When I was that kid’s age, I was going into 6th grade at Timothy Dwight School. Among the many rites of September was the magical hour when the teacher would spread the Scholastic Arrow Book Club sheets on the tables before us, inviting us into the world of reading through a series of tiny checkboxes we’d fill out in pencil. We could order any book or magazine we’d like, provided we came in later that week with the cash or check from home. The teacher would give a short summary of each magazine and show us a few sample issues. Alas, like Wyle E. Coyote, I only had eyes for Dynamite.

Dynamite was a glossy magazine for children that fed us popular culture in elementary school bits: think People magazine on training wheels. It featured the biggest stars of the day on its covers without the girlish stigma of Tiger Beat or the amateurish camp of Bananas. Before the days of cable TV and the internet, magazines had cache. In short: if you were cool, you got your copy of Dynamite each month in the big brown box the teacher lugged from the staff room. If you weren’t cool, you waited to be handed your free copy of Junior Scholastic.

Not that there’s anything wrong with Junior Scholastic, mind you, just as there’s nothing wrong with a free VD shot or buying ramen noodles in bulk. It contained the news of the day in digest form, followed by a series of reading comprehension questions and quick quizzes or word searches. It was supposed to make current events fun, a form of Flintstones chewable vitamins meant to cover up the aftertaste of Walter Cronkite. The good folks at Scholastic carefully chewed up the news before regurgitating their monthly cocktail into our eager 6th grade hands, their cover stories bearing headlines like, “Understanding The Hostage Crisis” or “The SALT Treaty and You.” If Dynamite magazine was dinner and drinks with Alec Baldwin, Junior Scholastic was jumping bail with Daniel Baldwin.

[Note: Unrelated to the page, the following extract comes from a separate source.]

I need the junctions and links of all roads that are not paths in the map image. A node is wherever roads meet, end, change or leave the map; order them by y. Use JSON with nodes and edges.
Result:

In addition to Magic Wanda’s page of tricks, the Good Vibrations advice column, Count Morbida’s puzzles, the Bummers page (adolescent bits of satire that always began with, “Don’t you hate it when…”), or the occasional pull-out poster, Dynamite’s crack staff of journalists touched upon the truly important topics of our time. One need only review these actual headlines from my sixth grade year in 1979/1980 to appreciate the coverage. September: “Face to Face With Erik Estrada.” October: “Gary Coleman, TV’s Little Big Man.” November: “The Dukes of Hazzard.” December: “Steve Martin, A Wild and Crazy Guy!” January: “Mork and His New Pals!” February: “Buck Rogers, Then and Now!” March: “Live From New York: It’s Gilda Radner!” April: “BJ and The Bear, A Special Talk with Greg Evigan!” May: “Benji, Hollywood’s Top Dog!” June: “Meet John Schneider!”  After December, all the headlines ended in exclamation points (!) and sent a clear signal to every child that something truly wild and crazy was going on between those covers.

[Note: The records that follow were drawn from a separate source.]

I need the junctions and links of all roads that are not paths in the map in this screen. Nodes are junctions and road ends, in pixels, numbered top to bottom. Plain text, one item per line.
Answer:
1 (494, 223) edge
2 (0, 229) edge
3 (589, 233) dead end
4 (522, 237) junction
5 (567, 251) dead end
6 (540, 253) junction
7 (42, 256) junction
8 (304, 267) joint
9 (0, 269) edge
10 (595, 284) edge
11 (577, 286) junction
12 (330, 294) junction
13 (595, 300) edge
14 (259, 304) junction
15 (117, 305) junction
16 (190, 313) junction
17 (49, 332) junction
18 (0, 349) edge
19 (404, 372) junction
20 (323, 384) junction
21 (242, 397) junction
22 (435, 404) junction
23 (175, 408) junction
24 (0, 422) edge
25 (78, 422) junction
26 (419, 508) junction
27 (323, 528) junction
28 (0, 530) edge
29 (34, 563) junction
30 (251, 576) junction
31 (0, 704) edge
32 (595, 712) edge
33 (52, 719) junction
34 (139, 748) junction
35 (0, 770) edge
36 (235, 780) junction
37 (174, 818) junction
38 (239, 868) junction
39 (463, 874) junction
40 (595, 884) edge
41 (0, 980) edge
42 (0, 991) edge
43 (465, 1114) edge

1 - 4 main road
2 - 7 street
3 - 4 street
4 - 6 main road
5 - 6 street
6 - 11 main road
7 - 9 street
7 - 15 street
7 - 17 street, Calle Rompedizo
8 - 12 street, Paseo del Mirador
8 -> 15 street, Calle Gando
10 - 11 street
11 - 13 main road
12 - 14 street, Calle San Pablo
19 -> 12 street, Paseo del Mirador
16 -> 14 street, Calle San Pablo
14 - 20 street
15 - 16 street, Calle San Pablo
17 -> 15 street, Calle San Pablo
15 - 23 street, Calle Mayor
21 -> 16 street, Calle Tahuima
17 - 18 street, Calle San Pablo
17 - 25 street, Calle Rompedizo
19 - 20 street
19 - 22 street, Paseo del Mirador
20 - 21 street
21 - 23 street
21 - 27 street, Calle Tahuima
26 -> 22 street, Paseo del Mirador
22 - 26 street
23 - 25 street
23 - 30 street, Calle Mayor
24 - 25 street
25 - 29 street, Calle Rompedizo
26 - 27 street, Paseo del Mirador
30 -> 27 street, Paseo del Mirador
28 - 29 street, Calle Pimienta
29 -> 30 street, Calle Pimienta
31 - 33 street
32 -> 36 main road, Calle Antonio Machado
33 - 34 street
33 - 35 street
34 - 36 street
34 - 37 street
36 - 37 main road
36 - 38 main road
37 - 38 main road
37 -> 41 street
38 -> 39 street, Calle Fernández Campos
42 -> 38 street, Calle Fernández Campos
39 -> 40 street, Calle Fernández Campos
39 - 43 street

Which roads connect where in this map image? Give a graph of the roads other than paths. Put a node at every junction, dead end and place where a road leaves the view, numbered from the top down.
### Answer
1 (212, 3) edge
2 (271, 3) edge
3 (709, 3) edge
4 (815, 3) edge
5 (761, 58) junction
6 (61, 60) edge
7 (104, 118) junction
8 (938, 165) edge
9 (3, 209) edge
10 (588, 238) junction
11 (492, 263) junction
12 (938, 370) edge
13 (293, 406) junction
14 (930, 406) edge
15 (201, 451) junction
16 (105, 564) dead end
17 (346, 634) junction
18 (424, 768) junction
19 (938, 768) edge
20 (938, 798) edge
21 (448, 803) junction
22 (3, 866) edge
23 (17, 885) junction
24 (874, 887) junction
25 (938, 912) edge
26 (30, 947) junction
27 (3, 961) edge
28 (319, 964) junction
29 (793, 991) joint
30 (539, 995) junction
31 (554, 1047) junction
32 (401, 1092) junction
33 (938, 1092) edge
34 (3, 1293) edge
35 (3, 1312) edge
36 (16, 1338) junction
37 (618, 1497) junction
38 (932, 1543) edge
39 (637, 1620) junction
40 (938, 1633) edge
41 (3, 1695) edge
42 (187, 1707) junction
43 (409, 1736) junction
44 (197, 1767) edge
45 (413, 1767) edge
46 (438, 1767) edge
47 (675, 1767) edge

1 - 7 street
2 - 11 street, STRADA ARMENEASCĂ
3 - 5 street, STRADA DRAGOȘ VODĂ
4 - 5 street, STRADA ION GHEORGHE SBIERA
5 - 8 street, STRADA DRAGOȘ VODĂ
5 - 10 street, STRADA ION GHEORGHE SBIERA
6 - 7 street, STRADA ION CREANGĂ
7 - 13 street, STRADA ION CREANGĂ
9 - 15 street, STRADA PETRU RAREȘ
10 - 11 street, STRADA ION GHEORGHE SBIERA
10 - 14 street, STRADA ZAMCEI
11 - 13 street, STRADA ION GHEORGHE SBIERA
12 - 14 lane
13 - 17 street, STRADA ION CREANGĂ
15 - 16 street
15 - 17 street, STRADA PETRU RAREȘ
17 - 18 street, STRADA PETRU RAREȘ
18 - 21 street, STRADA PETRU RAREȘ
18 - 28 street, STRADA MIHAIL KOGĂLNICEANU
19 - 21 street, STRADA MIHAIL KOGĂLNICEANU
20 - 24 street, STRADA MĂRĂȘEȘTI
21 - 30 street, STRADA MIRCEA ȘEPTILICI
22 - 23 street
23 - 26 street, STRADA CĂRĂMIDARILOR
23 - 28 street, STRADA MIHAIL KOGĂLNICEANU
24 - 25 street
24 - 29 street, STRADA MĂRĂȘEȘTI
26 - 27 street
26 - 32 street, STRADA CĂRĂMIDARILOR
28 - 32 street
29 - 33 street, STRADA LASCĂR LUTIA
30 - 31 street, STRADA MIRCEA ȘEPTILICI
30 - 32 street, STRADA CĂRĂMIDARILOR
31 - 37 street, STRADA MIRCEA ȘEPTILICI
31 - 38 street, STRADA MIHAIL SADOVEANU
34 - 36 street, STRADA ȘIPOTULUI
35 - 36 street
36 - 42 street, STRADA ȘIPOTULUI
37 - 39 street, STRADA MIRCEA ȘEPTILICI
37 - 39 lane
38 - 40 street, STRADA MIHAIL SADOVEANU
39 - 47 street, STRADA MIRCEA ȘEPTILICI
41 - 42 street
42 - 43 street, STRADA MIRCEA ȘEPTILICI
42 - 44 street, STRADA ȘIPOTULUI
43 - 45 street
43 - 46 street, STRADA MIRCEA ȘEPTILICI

My mom was immune to Dynamite’s charms, however, and no amount of pleading would convince her to part with the requisite subscription money. Much like the cold-hearted witch who’d refused her growing boy’s desperate petition for a decent e-reader (the one he has isn’t even color, for goodness sake), my mother was content to see me locked in a cell of cultural ignorance that haunts me to this day. The headlines I saw when I peeked over to my classmates’ desks offered a glimpse into a world I’d never know. “The Bee Gees vs. The Beatles! Who’s The Greatest?” (I was never told.) “Dynamite Spends A Happy Day With Scott Baio!” (I was never invited.) “Meet Rick Springfield!” (To this day, I have yet to do so.)

Lady, if you’re reading this, spring for the kid’s Nook. Don’t rob him of the intimate, backstage knowledge of the Jonas Brothers latest tour lest he grow up and regret his ignorance for the rest of his life. There are some holes you just don’t fill. Worse yet, he might become even more obnoxious and someday write a column about it.

On a side note, I’d like to apologize to my mom for most every back-to-school shopping trip we ever took.